Exercise objective.
Could you restate every entry word for word, minus the pictures?

Dataset extract.
______

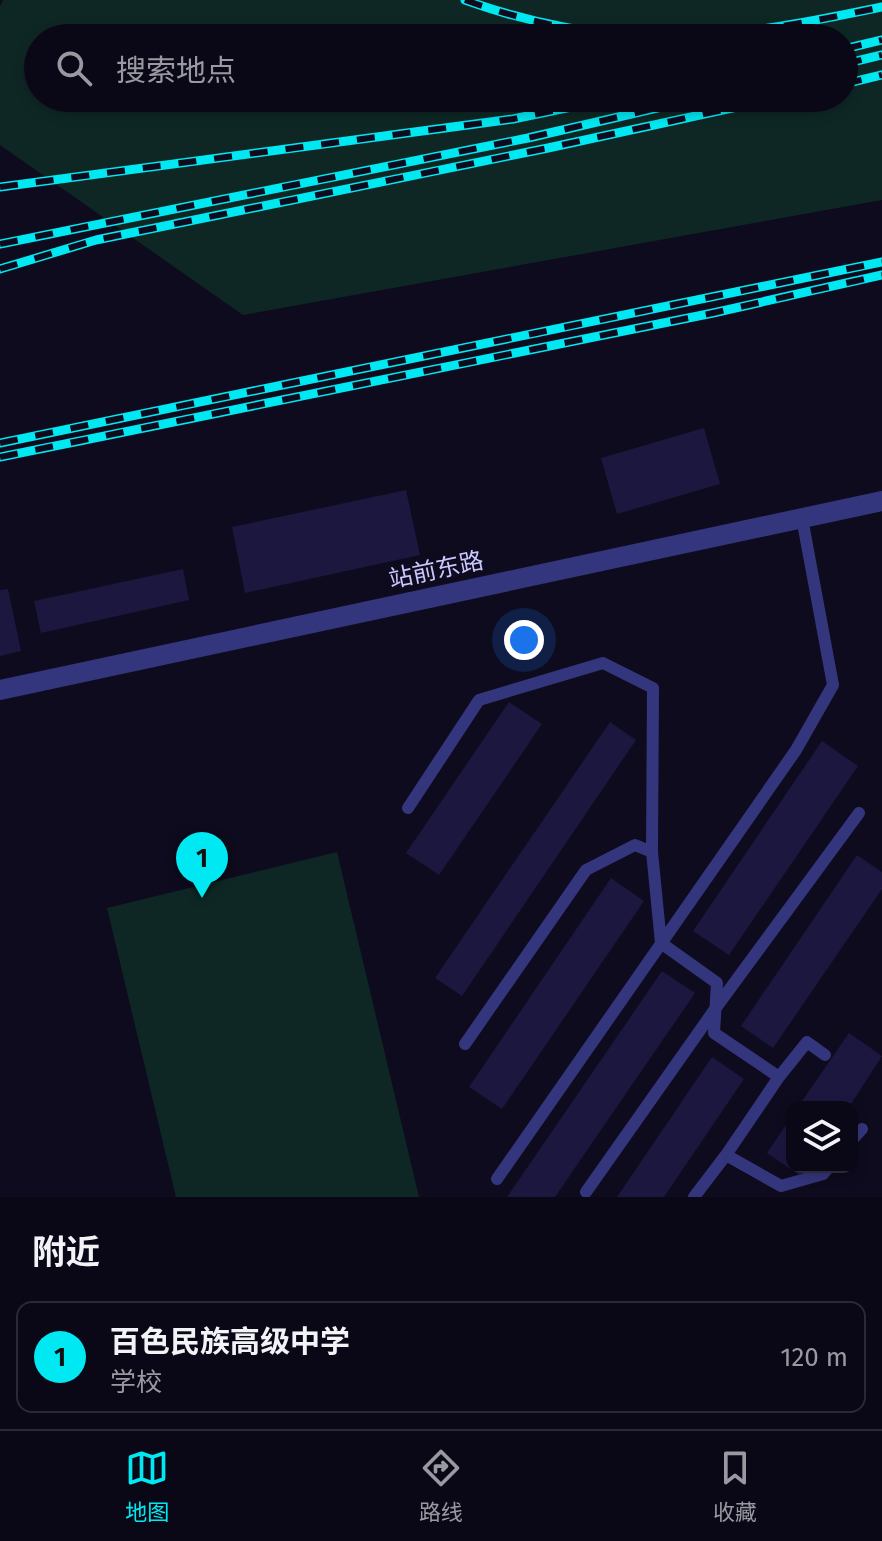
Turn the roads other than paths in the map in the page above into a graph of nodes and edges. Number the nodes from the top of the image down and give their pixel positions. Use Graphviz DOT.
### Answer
graph roads {
  1 [pos="882,501"];
  2 [pos="802,518"];
  3 [pos="0,690"];
  4 [pos="408,808"];
  5 [pos="859,813"];
  6 [pos="652,852"];
  7 [pos="661,943"];
  8 [pos="715,1009"];
  9 [pos="465,1044"];
  10 [pos="825,1055"];
  11 [pos="779,1077"];
  12 [pos="862,1129"];
  13 [pos="858,1133"];
  14 [pos="726,1155"];
  15 [pos="824,1173"];
  16 [pos="497,1179"];
  17 [pos="586,1192"];
  18 [pos="694,1197"];
  1 -- 2 [label="street, 站前东路"];
  2 -- 3 [label="street, 站前东路"];
  2 -- 7 [label="lane"];
  4 -- 6 [label="lane"];
  5 -- 8 [label="lane"];
  6 -- 7 [label="lane"];
  6 -- 9 [label="lane"];
  7 -- 8 [label="lane"];
  7 -- 16 [label="lane"];
  8 -- 11 [label="lane"];
  8 -- 17 [label="lane"];
  10 -- 11 [label="lane"];
  11 -- 14 [label="lane"];
  12 -- 13 [label="lane"];
  14 -- 15 [label="lane"];
  14 -- 18 [label="lane"];
}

______

Solution for this task.
Turn the roads other than paths in the map in the page above into a graph of nodes and edges. Number the nodes from the top of the image down and give their pixel positions. Use Graphviz DOT.
### Answer
graph roads {
  1 [pos="882,501"];
  2 [pos="802,518"];
  3 [pos="0,690"];
  4 [pos="408,808"];
  5 [pos="859,813"];
  6 [pos="652,852"];
  7 [pos="661,943"];
  8 [pos="715,1009"];
  9 [pos="465,1044"];
  10 [pos="825,1055"];
  11 [pos="779,1077"];
  12 [pos="862,1129"];
  13 [pos="858,1133"];
  14 [pos="726,1155"];
  15 [pos="824,1173"];
  16 [pos="497,1179"];
  17 [pos="586,1192"];
  18 [pos="694,1197"];
  1 -- 2 [label="street, 站前东路"];
  2 -- 3 [label="street, 站前东路"];
  2 -- 7 [label="lane"];
  4 -- 6 [label="lane"];
  5 -- 8 [label="lane"];
  6 -- 7 [label="lane"];
  6 -- 9 [label="lane"];
  7 -- 8 [label="lane"];
  7 -- 16 [label="lane"];
  8 -- 11 [label="lane"];
  8 -- 17 [label="lane"];
  10 -- 11 [label="lane"];
  11 -- 14 [label="lane"];
  12 -- 13 [label="lane"];
  14 -- 15 [label="lane"];
  14 -- 18 [label="lane"];
}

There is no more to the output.